Pace of China’s sale of US Treasurys in focus as the yuan plumbs new lows

Wang Zhao | AFP | Getty Images

Official data indicate China has steadily sold U.S. Treasurys this year, with the main question now being the pace of sales as the Federal Reserve gets set to hike its benchmark interest rate.

Expectations of a Fed rate hike in December, plus the uncertainty caused by the from the surprise U.S. presidential election win by Donald Trump, has put pressure on the yuan.

The offshore yuan rate touched a record low of 6.9441 against the dollar on Wednesday, Reuters reported, on a day that saw heavy U.S.-based selling of Treasurys as minutes from the U.S. central bank marked a clear road to a December rate hike. Reports said that traders had speculated Chinese entities were behind the selling of Treasurys futures in order to support the yuan.

The expected rate hike has already seen the dollar gain strength, with the dollar index, which measures the greenback against a basket of currencies, soaring this week. The dollar index last closed at 101.67 on Wednesday, the highest level since January 2003.

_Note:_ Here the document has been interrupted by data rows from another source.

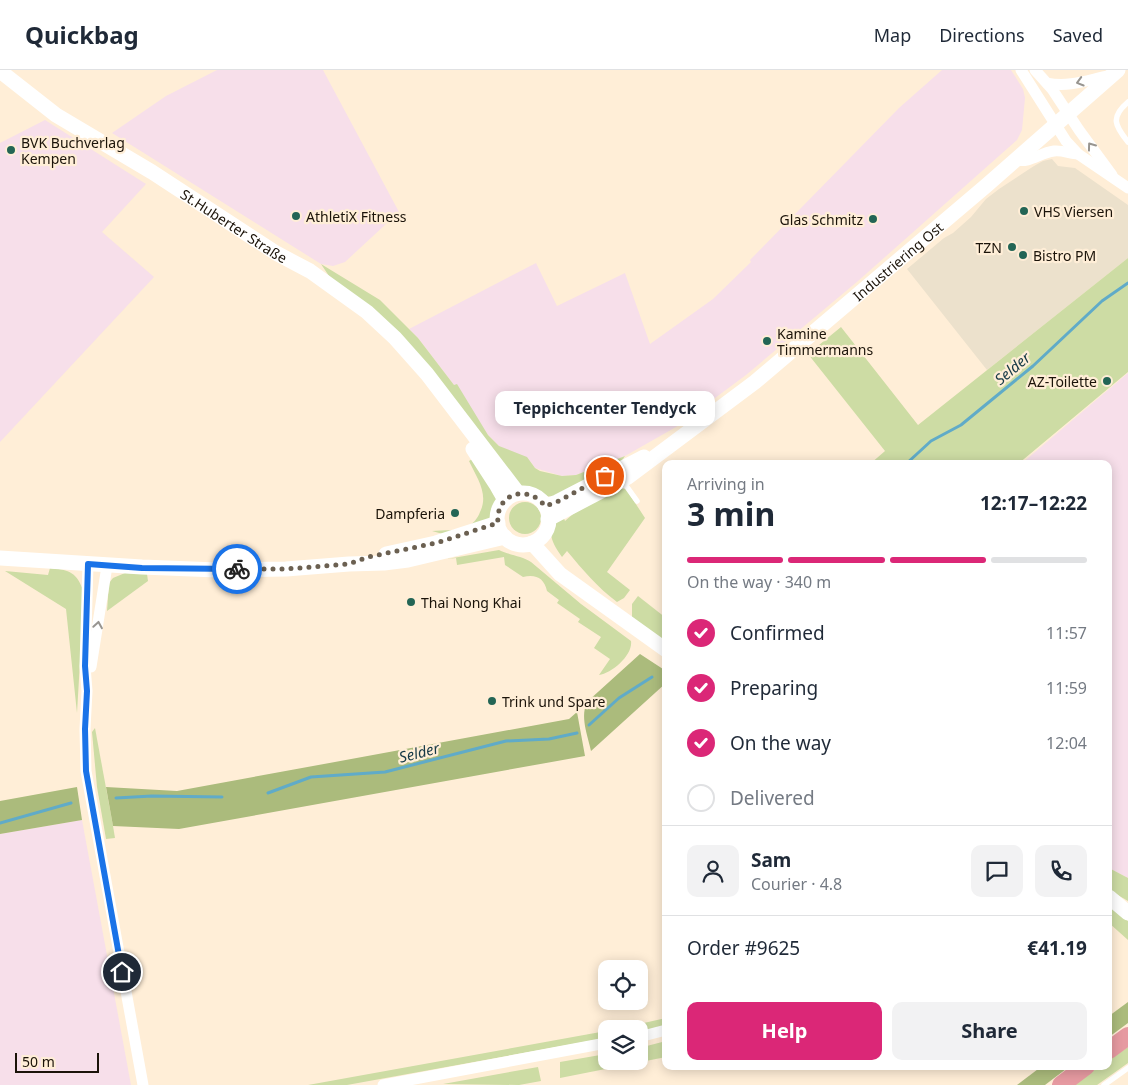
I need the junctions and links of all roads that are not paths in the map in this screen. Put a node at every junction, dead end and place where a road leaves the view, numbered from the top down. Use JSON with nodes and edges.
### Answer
{"nodes":[{"id":1,"x":1020,"y":70,"type":"edge"},
{"id":2,"x":1035,"y":70,"type":"edge"},
{"id":3,"x":0,"y":71,"type":"edge"},
{"id":4,"x":1115,"y":73,"type":"edge"},
{"id":5,"x":1047,"y":83,"type":"junction"},
{"id":6,"x":1128,"y":102,"type":"edge"},
{"id":7,"x":1069,"y":114,"type":"junction"},
{"id":8,"x":1055,"y":126,"type":"junction"},
{"id":9,"x":1128,"y":142,"type":"edge"},
{"id":10,"x":1078,"y":154,"type":"junction"},
{"id":11,"x":1016,"y":160,"type":"junction"},
{"id":12,"x":1114,"y":178,"type":"junction"},
{"id":13,"x":1128,"y":188,"type":"edge"},
{"id":14,"x":671,"y":445,"type":"junction"},
{"id":15,"x":622,"y":480,"type":"junction"},
{"id":16,"x":511,"y":497,"type":"junction"},
{"id":17,"x":637,"y":501,"type":"dead end"},
{"id":18,"x":547,"y":512,"type":"junction"},
{"id":19,"x":498,"y":523,"type":"junction"},
{"id":20,"x":505,"y":537,"type":"junction"},
{"id":21,"x":537,"y":539,"type":"junction"},
{"id":22,"x":0,"y":558,"type":"edge"},
{"id":23,"x":88,"y":564,"type":"junction"},
{"id":24,"x":349,"y":564,"type":"junction"},
{"id":25,"x":107,"y":566,"type":"junction"},
{"id":26,"x":662,"y":647,"type":"edge"},
{"id":27,"x":87,"y":691,"type":"junction"},
{"id":28,"x":1112,"y":899,"type":"edge"},
{"id":29,"x":1112,"y":900,"type":"edge"},
{"id":30,"x":1128,"y":906,"type":"edge"},
{"id":31,"x":1128,"y":913,"type":"edge"},
{"id":32,"x":662,"y":1031,"type":"edge"},
{"id":33,"x":648,"y":1035,"type":"edge"},
{"id":34,"x":1128,"y":1036,"type":"edge"},
{"id":35,"x":598,"y":1045,"type":"edge"},
{"id":36,"x":1112,"y":1048,"type":"edge"},
{"id":37,"x":1128,"y":1068,"type":"edge"},
{"id":38,"x":1081,"y":1070,"type":"edge"},
{"id":39,"x":434,"y":1080,"type":"edge"},
{"id":40,"x":143,"y":1085,"type":"edge"},
{"id":41,"x":383,"y":1085,"type":"edge"},
{"id":42,"x":1061,"y":1085,"type":"edge"},
{"id":43,"x":1104,"y":1085,"type":"edge"}],
"edges":[{"from":1,"to":8,"type":"street"},
{"from":2,"to":5,"type":"street"},
{"from":3,"to":16,"type":"street","name":"St.Huberter Straße"},
{"from":4,"to":5,"type":"street","one_way":true},
{"from":4,"to":7,"type":"street","name":"Industriering Ost"},
{"from":5,"to":7,"type":"street"},
{"from":6,"to":9,"type":"lane"},
{"from":7,"to":8,"type":"street","name":"Industriering Ost"},
{"from":12,"to":7,"type":"street","one_way":true},
{"from":8,"to":10,"type":"street"},
{"from":8,"to":11,"type":"street","name":"Industriering Ost"},
{"from":10,"to":11,"type":"street"},
{"from":10,"to":12,"type":"street"},
{"from":11,"to":14,"type":"street","name":"Industriering Ost"},
{"from":12,"to":13,"type":"street"},
{"from":14,"to":15,"type":"street","name":"Industriering Ost"},
{"from":14,"to":18,"type":"street","name":"Industriering Ost"},
{"from":15,"to":17,"type":"lane"},
{"from":15,"to":18,"type":"street","name":"Industriering Ost"},
{"from":16,"to":18,"type":"street"},
{"from":16,"to":19,"type":"street"},
{"from":18,"to":21,"type":"street"},
{"from":19,"to":20,"type":"street"},
{"from":19,"to":24,"type":"street"},
{"from":20,"to":21,"type":"street"},
{"from":20,"to":24,"type":"street"},
{"from":21,"to":26,"type":"street"},
{"from":22,"to":23,"type":"street"},
{"from":23,"to":25,"type":"street"},
{"from":23,"to":27,"type":"street"},
{"from":24,"to":25,"type":"street"},
{"from":27,"to":25,"type":"street","one_way":true},
{"from":27,"to":40,"type":"street"},
{"from":28,"to":30,"type":"street"},
{"from":29,"to":31,"type":"street"},
{"from":32,"to":33,"type":"street"},
{"from":34,"to":36,"type":"main road"},
{"from":35,"to":39,"type":"street"},
{"from":37,"to":43,"type":"lane"},
{"from":38,"to":42,"type":"main road"},
{"from":39,"to":41,"type":"street"}]}
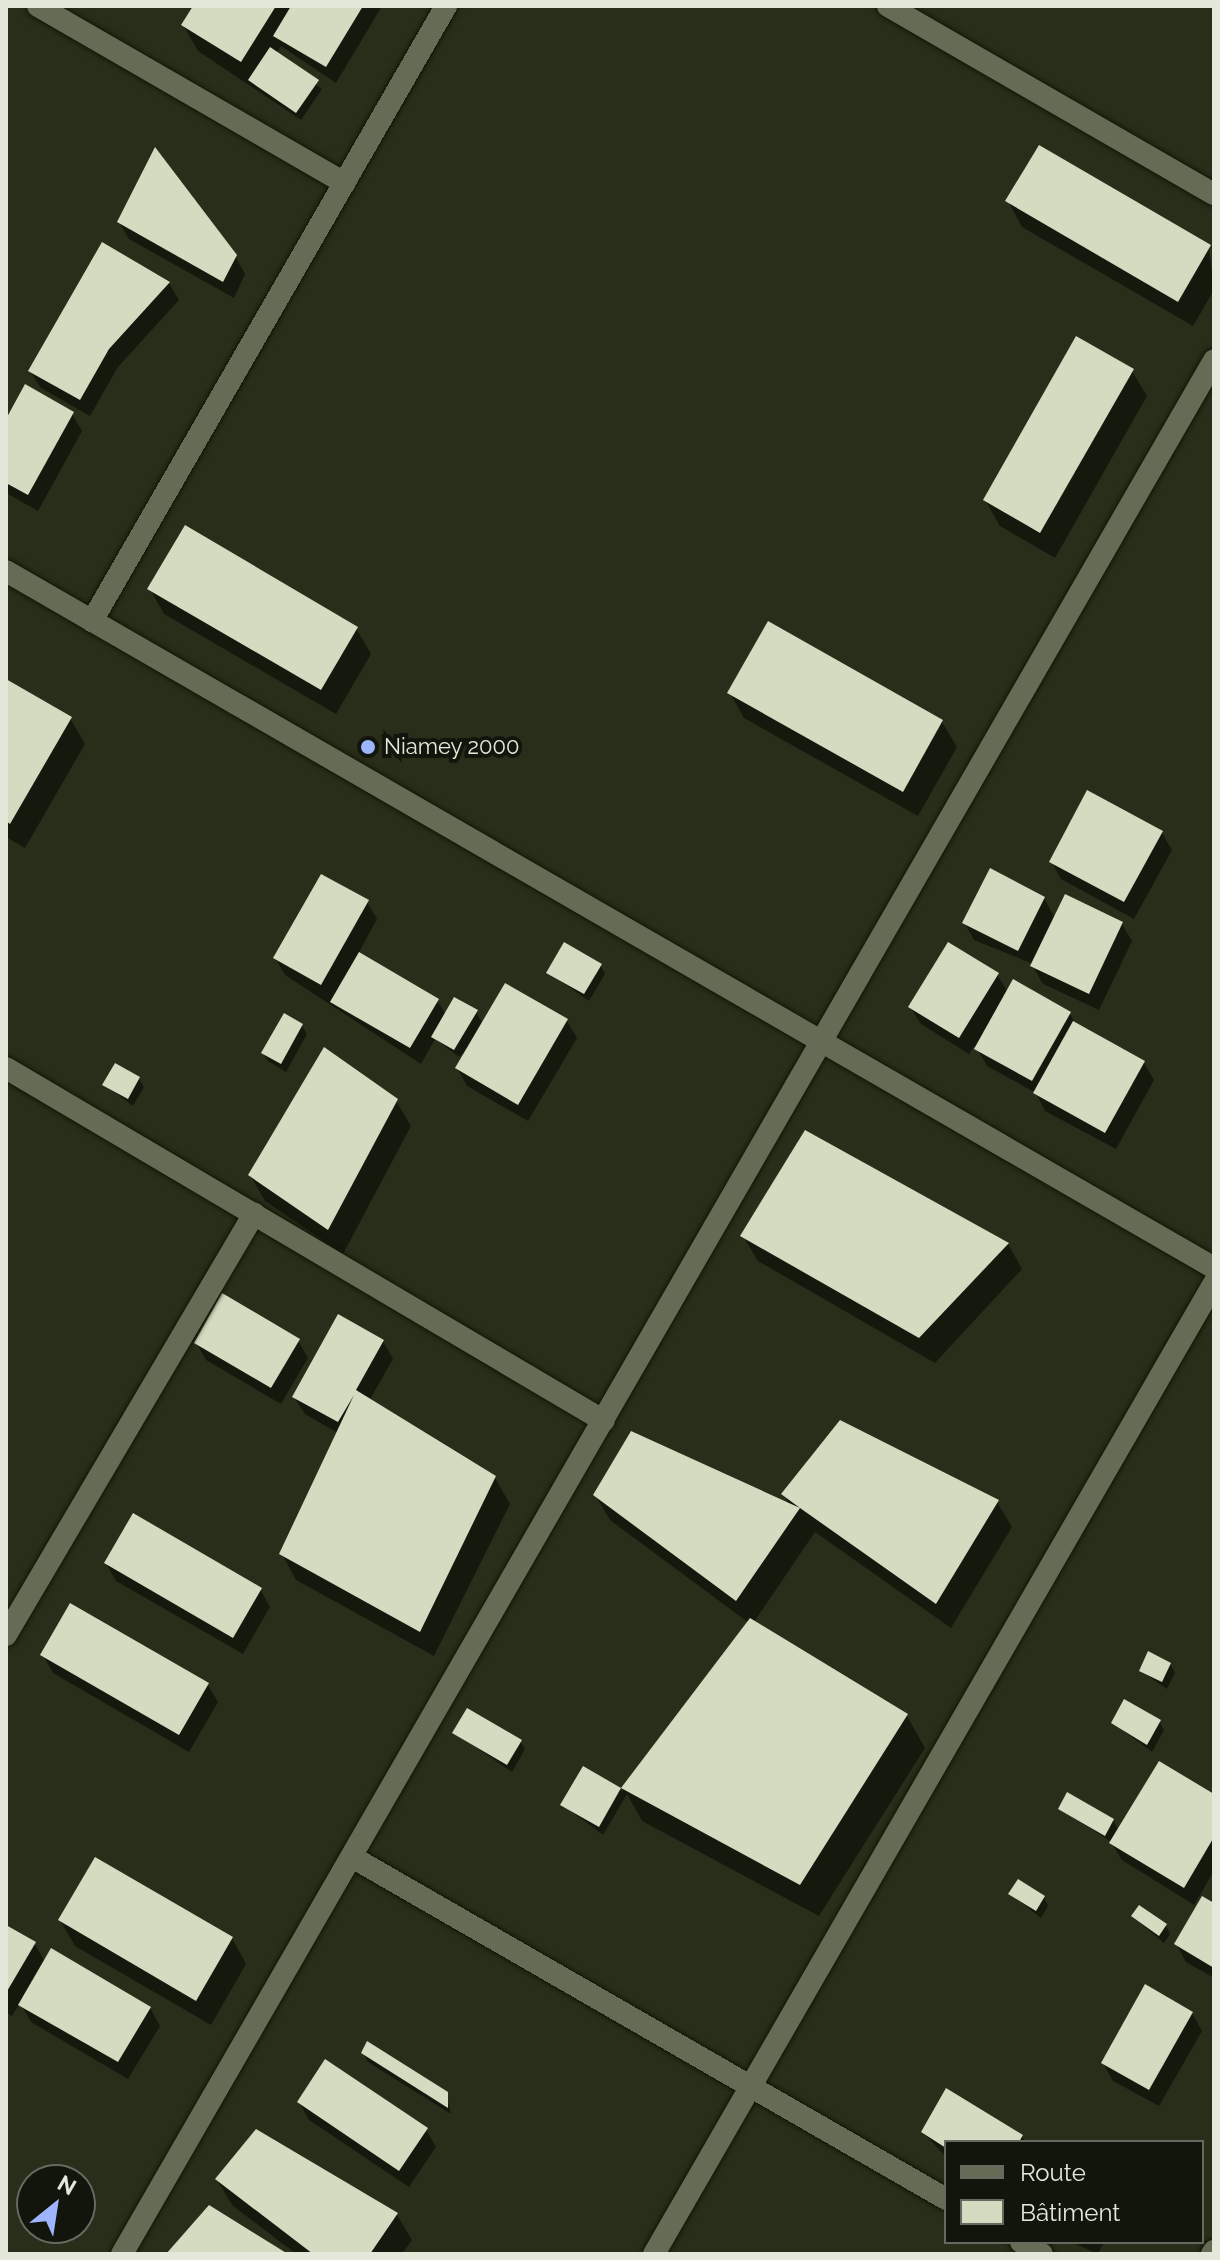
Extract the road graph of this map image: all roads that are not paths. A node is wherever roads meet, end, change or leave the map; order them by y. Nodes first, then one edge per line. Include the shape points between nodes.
1 (38, 6) edge
2 (446, 6) edge
3 (888, 6) edge
4 (344, 183) junction
5 (1214, 194) edge
6 (1214, 360) edge
7 (6, 571) edge
8 (92, 621) junction
9 (822, 1041) junction
10 (6, 1068) edge
11 (254, 1214) junction
12 (1214, 1268) edge
13 (1214, 1283) edge
14 (604, 1421) junction
15 (6, 1635) edge
16 (352, 1857) junction
17 (751, 2086) junction
18 (944, 2198) edge
19 (1024, 2244) edge
20 (122, 2254) edge
21 (654, 2254) edge
22 (1042, 2254) edge

1 - 4 street
2 - 4 street
3 - 5 street
4 - 8 street
6 - 9 street
7 - 8 street
8 - 9 street
9 - 12 street
9 - 14 street
10 - 11 street
11 - 14 street
11 - 15 street
13 - 17 street
14 - 16 street
16 - 17 street
16 - 20 street
17 - 18 street
17 - 21 street
19 - 22 street

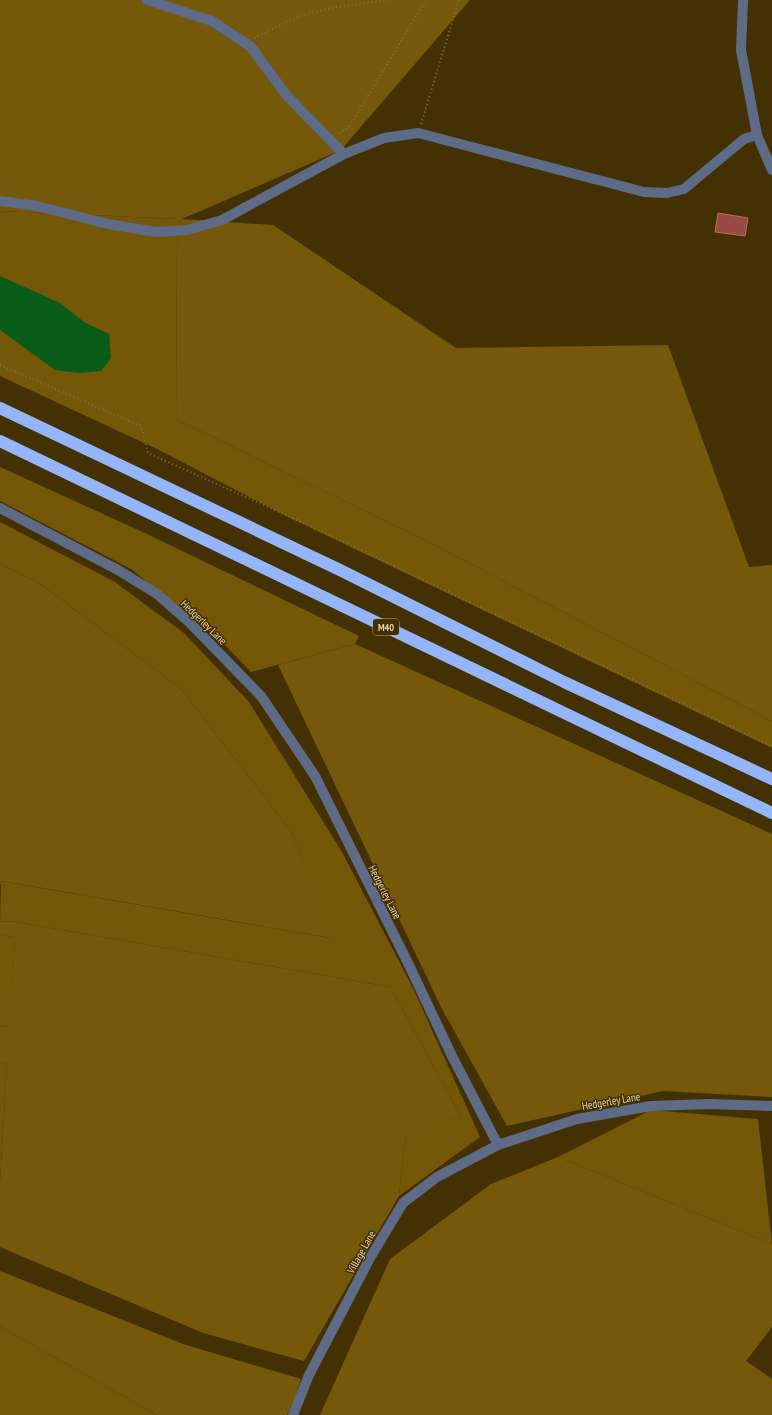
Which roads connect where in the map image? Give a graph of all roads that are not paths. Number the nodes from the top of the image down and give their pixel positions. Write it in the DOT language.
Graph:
graph roads {
  1 [pos="148,0"];
  2 [pos="743,0"];
  3 [pos="757,135"];
  4 [pos="344,154"];
  5 [pos="772,170"];
  6 [pos="0,201"];
  7 [pos="0,408"];
  8 [pos="0,441"];
  9 [pos="0,508"];
  10 [pos="772,779"];
  11 [pos="772,813"];
  12 [pos="772,1106"];
  13 [pos="498,1144"];
  14 [pos="293,1415"];
  1 -- 4 [label="street"];
  2 -- 3 [label="street"];
  3 -- 4 [label="street"];
  3 -- 5 [label="street"];
  4 -- 6 [label="street"];
  7 -- 10 [label="highway"];
  8 -- 11 [label="highway, M40"];
  9 -- 13 [label="street, Hedgerley Lane"];
  12 -- 13 [label="street, Hedgerley Lane"];
  13 -- 14 [label="street, Village Lane"];
}
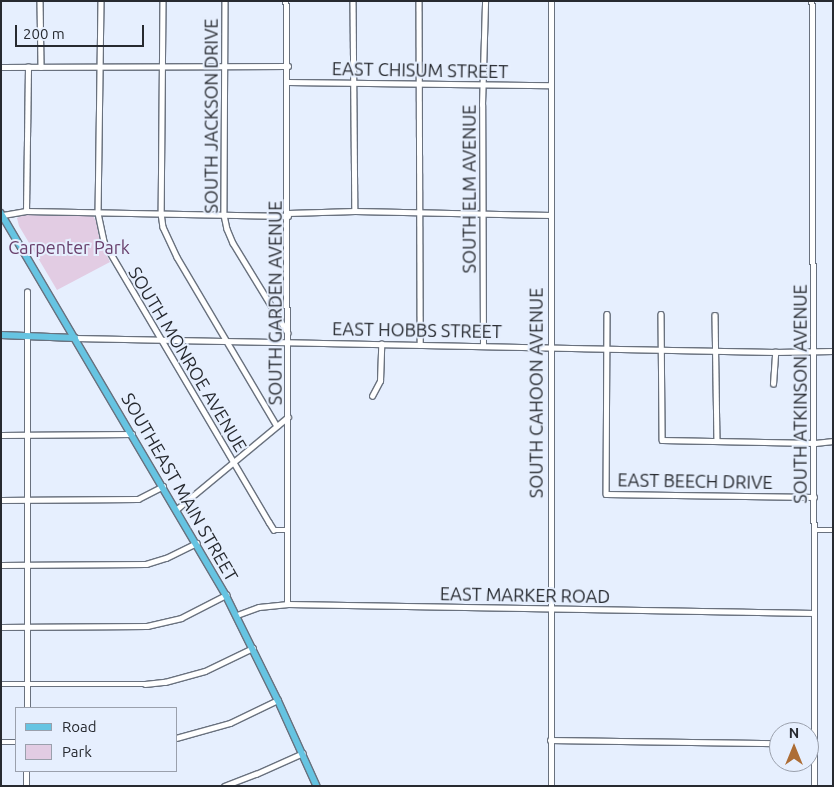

On Thursday the People's Bank of China (PBOC) set the yuan midpoint against the dollar at 6.9085, the weakest since June 10, 2008. China launched a managed float of its currency in July 2005 and since March 2014 has allowed the yuan to move within a 2 percent band around the daily fix.

Should you be concerned about yuan weakness?

A stronger greenback puts exchange-rate pressure on emerging market companies and governments that need to make dollar-denominated debt payments. U.S. Treasurys are widely bought by such entities as a way to hold dollars because the sovereign guarantee and highly liquid trade make it a safe and easy way to redeem for the cash needed to make payments.

By selling Treasurys, meanwhile, China can use the proceeds to buy yuan and support the exchange rate in the market.

Capital Economics Senior Markets Economist David Rees said in a note to clients early Thursday that a key aspect to watch was whether the PBOC felt forced into aggressive action to protect the yuan.

Data from the U.S. Treasury department show that China, which is the largest buyer of U.S. government notes, has cut its holdings every month between May and September this year. In May, China held $1.24 trillion worth of Treasury bills, trimming it by $87 billion to $1.16 trillion by September. Data on foreign holdings of Treasurys for October is due on Dec. 15.

"Admittedly, China holds the majority of foreign exchange reserves in the emerging world, and the People's Bank has been running down its reserves for some time to support the renminbi (yuan). This intervention could well increase if sentiment towards the currency continues to sour and capital outflows accelerate," Rees said.

More yuan weakness ahead?

China's major state-owned banks have several avenues to trade in the U.S. Treasurys market, including futures, and can act as proxies for the central bank, depending on market conditions. Much of the focus now is on foreign exchange reserve levels in China, with reserves down $45.7 billion in October, according to figures published this month, marking the sharpest decline since January, to $3.1207 trillion, the lowest level since March 2011.

During his campaign, Trump took China to task for what he said were unfair trade prospects, including manipulating the yuan lower to favor the country's exports.

Zhang Xiangchen, China's deputy international trade representative, said in Washington D.C. on Wednesday that the country would rely on World Trade Organization tariff rules on market access if Trump made good on threats to levy punitive duties on goods made in China, Reuters reported.

"I think after Mr. Trump takes office, he will be reminded that the United States should honor its obligations as a member of the World Trade Organization," Zhang said through an interpreter, Reuters reported. "And as a member of the WTO, China also has the right to ensure its rights as a WTO member."